| WHAT IS REQUIRED |
Give again the entries below exactly, beginning at the first line and ending at the line with "Digitize the connectivity".
*** TASK INPUTS Section Begins ***
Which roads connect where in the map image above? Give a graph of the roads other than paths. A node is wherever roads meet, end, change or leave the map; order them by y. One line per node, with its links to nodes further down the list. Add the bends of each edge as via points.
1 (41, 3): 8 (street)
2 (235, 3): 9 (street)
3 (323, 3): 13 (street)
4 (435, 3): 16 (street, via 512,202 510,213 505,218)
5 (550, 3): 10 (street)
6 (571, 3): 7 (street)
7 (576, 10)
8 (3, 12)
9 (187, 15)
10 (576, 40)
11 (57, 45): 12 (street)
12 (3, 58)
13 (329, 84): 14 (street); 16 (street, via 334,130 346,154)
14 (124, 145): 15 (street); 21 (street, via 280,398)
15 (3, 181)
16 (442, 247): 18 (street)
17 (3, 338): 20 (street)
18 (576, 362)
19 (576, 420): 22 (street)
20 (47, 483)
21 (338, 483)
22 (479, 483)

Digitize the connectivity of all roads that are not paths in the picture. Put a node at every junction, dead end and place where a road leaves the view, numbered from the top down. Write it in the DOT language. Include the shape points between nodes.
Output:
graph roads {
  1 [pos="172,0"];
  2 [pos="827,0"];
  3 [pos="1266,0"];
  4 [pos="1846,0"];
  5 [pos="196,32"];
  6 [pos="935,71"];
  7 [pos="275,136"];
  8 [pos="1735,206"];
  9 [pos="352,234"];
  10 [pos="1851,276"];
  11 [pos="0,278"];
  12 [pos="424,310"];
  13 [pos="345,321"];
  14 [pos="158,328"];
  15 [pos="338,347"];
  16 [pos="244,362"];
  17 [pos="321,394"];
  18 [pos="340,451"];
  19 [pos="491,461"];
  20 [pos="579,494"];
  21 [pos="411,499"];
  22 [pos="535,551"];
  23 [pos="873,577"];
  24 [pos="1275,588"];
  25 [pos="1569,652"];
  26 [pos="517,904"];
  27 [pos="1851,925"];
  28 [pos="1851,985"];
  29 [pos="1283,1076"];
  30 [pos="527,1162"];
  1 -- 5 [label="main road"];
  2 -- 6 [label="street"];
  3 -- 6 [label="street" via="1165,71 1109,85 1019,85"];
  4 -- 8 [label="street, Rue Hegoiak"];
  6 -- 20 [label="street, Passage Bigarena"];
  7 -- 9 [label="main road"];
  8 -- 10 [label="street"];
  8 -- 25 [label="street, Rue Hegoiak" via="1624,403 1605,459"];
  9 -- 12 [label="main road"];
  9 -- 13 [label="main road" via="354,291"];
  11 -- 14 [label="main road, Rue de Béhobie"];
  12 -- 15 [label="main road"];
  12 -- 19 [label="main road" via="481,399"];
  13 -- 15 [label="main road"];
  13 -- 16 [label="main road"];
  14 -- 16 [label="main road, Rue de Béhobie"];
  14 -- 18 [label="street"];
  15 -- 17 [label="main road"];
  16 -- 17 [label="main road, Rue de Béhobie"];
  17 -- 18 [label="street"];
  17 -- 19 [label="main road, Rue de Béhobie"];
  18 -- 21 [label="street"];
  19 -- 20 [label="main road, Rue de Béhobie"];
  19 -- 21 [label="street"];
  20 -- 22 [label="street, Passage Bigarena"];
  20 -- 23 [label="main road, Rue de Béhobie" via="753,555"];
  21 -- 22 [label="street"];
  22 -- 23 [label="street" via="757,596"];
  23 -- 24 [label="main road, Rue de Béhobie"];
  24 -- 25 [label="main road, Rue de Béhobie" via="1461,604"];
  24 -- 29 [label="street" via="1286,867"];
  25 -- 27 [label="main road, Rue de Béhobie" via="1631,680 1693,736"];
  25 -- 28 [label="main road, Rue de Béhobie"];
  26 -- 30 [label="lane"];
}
*** TASK INPUTS Section Ends ***
| WRITTEN ANSWER |
Which roads connect where in the map image above? Give a graph of the roads other than paths. A node is wherever roads meet, end, change or leave the map; order them by y. One line per node, with its links to nodes further down the list. Add the bends of each edge as via points.
1 (41, 3): 8 (street)
2 (235, 3): 9 (street)
3 (323, 3): 13 (street)
4 (435, 3): 16 (street, via 512,202 510,213 505,218)
5 (550, 3): 10 (street)
6 (571, 3): 7 (street)
7 (576, 10)
8 (3, 12)
9 (187, 15)
10 (576, 40)
11 (57, 45): 12 (street)
12 (3, 58)
13 (329, 84): 14 (street); 16 (street, via 334,130 346,154)
14 (124, 145): 15 (street); 21 (street, via 280,398)
15 (3, 181)
16 (442, 247): 18 (street)
17 (3, 338): 20 (street)
18 (576, 362)
19 (576, 420): 22 (street)
20 (47, 483)
21 (338, 483)
22 (479, 483)

Digitize the connectivity of all roads that are not paths in the picture. Put a node at every junction, dead end and place where a road leaves the view, numbered from the top down. Write it in the DOT language. Include the shape points between nodes.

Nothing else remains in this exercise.